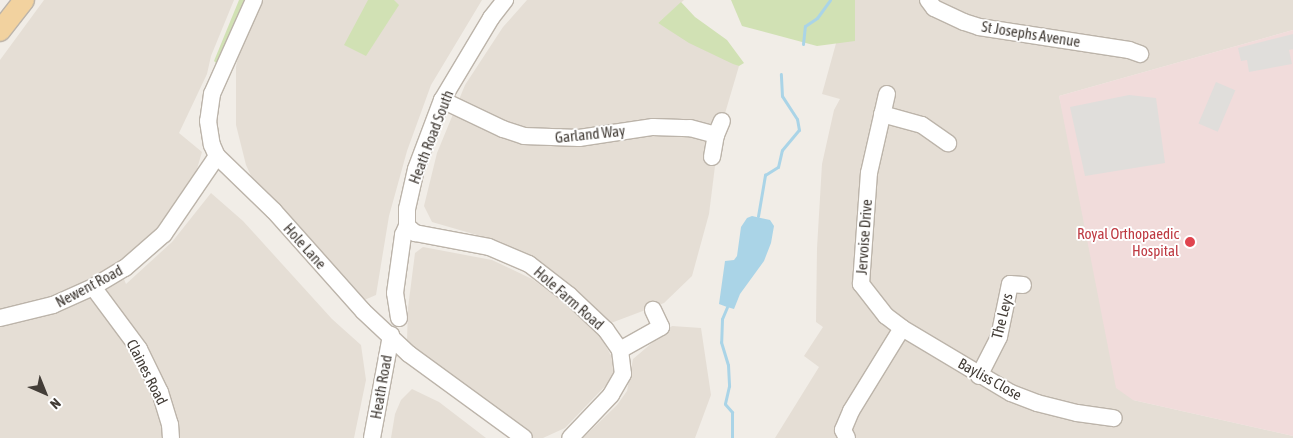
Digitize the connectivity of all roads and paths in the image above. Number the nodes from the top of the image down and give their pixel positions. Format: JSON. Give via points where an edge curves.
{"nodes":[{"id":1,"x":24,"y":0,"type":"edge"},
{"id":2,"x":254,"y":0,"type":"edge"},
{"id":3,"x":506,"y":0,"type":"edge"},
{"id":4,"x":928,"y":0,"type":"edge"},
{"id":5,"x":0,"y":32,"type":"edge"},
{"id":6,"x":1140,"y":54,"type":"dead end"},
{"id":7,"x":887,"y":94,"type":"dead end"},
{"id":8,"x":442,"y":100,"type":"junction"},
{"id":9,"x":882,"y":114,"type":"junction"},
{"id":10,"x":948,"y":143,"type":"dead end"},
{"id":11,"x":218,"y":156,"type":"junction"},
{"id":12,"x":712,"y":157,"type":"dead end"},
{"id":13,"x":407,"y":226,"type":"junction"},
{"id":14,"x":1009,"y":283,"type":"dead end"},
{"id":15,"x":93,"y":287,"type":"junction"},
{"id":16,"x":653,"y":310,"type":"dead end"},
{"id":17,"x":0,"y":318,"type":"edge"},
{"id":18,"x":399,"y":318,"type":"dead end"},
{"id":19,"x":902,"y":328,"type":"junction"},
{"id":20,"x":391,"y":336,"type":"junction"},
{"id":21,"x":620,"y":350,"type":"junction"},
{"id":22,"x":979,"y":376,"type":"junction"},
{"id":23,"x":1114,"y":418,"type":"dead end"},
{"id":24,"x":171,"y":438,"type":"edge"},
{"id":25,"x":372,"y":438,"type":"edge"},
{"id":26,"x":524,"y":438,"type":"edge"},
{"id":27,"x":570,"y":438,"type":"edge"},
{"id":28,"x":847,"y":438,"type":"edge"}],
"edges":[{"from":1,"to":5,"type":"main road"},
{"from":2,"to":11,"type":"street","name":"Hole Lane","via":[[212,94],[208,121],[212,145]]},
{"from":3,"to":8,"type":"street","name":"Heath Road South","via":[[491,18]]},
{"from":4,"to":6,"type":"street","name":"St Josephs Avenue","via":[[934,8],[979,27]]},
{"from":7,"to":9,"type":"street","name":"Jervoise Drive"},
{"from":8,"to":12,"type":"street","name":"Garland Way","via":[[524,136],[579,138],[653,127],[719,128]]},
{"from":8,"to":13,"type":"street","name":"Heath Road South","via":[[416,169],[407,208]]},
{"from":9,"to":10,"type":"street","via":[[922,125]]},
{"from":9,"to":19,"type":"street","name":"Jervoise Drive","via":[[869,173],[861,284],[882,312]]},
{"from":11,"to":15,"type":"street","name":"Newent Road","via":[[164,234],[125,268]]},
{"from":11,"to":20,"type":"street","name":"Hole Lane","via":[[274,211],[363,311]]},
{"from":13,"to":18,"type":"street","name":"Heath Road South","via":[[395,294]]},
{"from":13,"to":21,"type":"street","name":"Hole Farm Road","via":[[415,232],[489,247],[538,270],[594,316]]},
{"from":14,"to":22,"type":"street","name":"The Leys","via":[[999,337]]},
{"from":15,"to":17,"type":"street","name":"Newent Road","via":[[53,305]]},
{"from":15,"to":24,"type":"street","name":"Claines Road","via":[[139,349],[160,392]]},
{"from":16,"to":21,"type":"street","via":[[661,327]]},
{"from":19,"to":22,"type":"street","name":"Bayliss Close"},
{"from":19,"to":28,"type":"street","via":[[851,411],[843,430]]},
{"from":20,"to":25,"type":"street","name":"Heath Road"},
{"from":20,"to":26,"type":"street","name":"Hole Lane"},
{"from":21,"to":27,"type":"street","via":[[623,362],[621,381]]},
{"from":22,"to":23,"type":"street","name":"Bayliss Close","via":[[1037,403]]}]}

+===+

TASK DIRECTIONS:
Would you please copy every line from the listing above that contains the word "Hole"?

TASK RESPONSE:
{"from":2,"to":11,"type":"street","name":"Hole Lane","via":[[212,94],[208,121],[212,145]]},
{"from":11,"to":20,"type":"street","name":"Hole Lane","via":[[274,211],[363,311]]},
{"from":13,"to":21,"type":"street","name":"Hole Farm Road","via":[[415,232],[489,247],[538,270],[594,316]]},
{"from":20,"to":26,"type":"street","name":"Hole Lane"},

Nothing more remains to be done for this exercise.